Hiervoor doet het onderzoeksteam drie aanbevelingen:

  1. Erken het belangenconflict tussen het beheer van producentenorganisaties en de steeds hogere doelen van hergebruik en reparatie. Om dit op te lossen, moet Ademe de fondsen voor reparatie en hergebruik beheren, terwijl de financiering ervan bij de producenten blijft.
  2. Meet en publiceer de prestaties van gemeenten per materiaalstroom en differentieer hun steun op basis van de gemiddelde kosten van afvalinzameling en -verwerking per gebied.
  3. Verdedig op Europees niveau strengere eisen voor ecodesign.

Aanzienlijke ruimte voor verbetering

Deze aanbevelingen zijn gebaseerd op de bevindingen van het onderzoeksteam. Frankrijk heeft momenteel 18 UPV-systemen. Maar wat zijn de resultaten? Het onderzoeksteam benadrukt drie positieve punten tussen 2010 en 2022:

  • de toename van de afvalinzameling onder UPV (+ 2,9 miljoen ton) is groter dan de toename van de hoeveelheid afval (+ 0,7 miljoen ton);
  • de gerecyclede hoeveelheden zijn toegenomen (+ 2,2 miljoen ton);
  • het aandeel van plastic afval dat gerecycled kan worden is gestegen van 39% naar 50%.

Toch zijn er aanzienlijke verbeteringen mogelijk:

  • 40% van het afval onder UPV wordt nog steeds niet ingezameld,
  • 50% van het ingezamelde afval wordt niet gerecycled en
  • twee derde van de sectoren halen hun inzameldoelen niet. Twee sectoren blijven ver achter: elektrische en elektronische apparatuur en textiel.
  • De UPV voor verpakkingen loopt aanzienlijk achter bij het recyclen van plastic en aluminium verpakkingen.

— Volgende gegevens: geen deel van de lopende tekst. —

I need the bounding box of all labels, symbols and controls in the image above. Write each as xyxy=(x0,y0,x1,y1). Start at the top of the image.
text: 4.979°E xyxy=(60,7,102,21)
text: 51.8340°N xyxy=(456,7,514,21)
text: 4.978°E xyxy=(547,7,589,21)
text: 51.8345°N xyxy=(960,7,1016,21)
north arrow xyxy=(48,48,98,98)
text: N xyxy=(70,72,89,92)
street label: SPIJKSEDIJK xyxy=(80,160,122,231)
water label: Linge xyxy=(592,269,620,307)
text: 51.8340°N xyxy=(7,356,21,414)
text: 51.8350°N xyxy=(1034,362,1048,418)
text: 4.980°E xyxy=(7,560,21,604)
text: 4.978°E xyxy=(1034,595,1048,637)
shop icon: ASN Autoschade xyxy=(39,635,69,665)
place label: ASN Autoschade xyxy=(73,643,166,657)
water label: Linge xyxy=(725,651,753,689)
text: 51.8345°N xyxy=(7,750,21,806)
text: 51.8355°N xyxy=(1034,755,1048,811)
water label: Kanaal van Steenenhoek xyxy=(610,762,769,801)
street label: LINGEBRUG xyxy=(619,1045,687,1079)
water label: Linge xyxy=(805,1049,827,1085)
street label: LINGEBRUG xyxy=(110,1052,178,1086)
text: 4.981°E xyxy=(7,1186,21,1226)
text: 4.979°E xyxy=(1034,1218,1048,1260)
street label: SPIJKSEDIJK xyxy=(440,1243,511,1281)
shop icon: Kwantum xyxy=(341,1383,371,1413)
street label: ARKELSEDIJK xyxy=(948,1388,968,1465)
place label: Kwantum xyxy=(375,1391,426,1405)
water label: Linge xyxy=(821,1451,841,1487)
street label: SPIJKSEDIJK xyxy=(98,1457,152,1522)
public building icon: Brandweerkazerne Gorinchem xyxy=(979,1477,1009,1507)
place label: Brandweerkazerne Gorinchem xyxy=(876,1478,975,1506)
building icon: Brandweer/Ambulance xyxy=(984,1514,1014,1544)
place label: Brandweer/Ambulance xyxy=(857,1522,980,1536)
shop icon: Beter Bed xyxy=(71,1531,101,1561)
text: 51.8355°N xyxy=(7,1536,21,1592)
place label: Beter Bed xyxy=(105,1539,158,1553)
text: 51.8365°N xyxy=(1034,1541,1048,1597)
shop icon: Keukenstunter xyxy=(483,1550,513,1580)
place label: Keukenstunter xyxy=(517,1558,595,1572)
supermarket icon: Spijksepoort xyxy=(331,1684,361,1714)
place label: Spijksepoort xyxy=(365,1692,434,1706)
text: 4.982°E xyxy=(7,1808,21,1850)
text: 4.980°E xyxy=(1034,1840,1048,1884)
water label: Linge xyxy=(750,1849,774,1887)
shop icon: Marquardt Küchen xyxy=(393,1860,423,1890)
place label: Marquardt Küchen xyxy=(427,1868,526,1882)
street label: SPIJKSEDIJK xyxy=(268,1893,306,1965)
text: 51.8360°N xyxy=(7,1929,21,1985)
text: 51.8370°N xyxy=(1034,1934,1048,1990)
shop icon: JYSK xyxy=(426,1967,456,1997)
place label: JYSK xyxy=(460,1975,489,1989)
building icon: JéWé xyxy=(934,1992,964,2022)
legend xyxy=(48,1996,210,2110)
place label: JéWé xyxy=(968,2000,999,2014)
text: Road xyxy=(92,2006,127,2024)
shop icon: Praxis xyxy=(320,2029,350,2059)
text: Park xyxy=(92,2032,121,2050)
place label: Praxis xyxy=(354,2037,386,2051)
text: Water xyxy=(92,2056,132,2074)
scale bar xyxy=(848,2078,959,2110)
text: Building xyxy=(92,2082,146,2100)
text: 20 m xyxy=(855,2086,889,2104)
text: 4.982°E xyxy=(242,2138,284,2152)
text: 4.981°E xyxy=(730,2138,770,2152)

De aanvaardbaarheid van het systeem staat op het spel

Dit is een belangrijk onderwerp, aangezien in 2025 22% van al het afval (68 Mt van 310 Mt) onder UPV zal vallen, tegenover 5% in 2022. Om de doelstellingen te halen, moet de inzameling vervijfvoudigen, de recycling verdrievoudigen en het hergebruik vernegenvoudigen. De inzamelingsdoelstelling is in gevaar door vertragingen bij de UPV voor de bouw, de recyclingdoelen zijn onzeker, en het vermogen van producentenorganisaties om hergebruik te stimuleren is niet aangetoond.

Dit is extra zorgwekkend omdat de financiële bijdragen tussen 2022 en 2029 met 6 miljard euro zullen stijgen tot meer dan 8 miljard. "Deze stijging is alleen acceptabel met een snelle en significante prestatieverbetering," aldus het onderzoeksteam, dat betreurt dat de voorwaarden hiervoor ontbreken. Totdat het systeem klaar is om de doelen te halen, wordt aanbevolen geen nieuwe UPV’s te lanceren (behalve die vereist door Europa).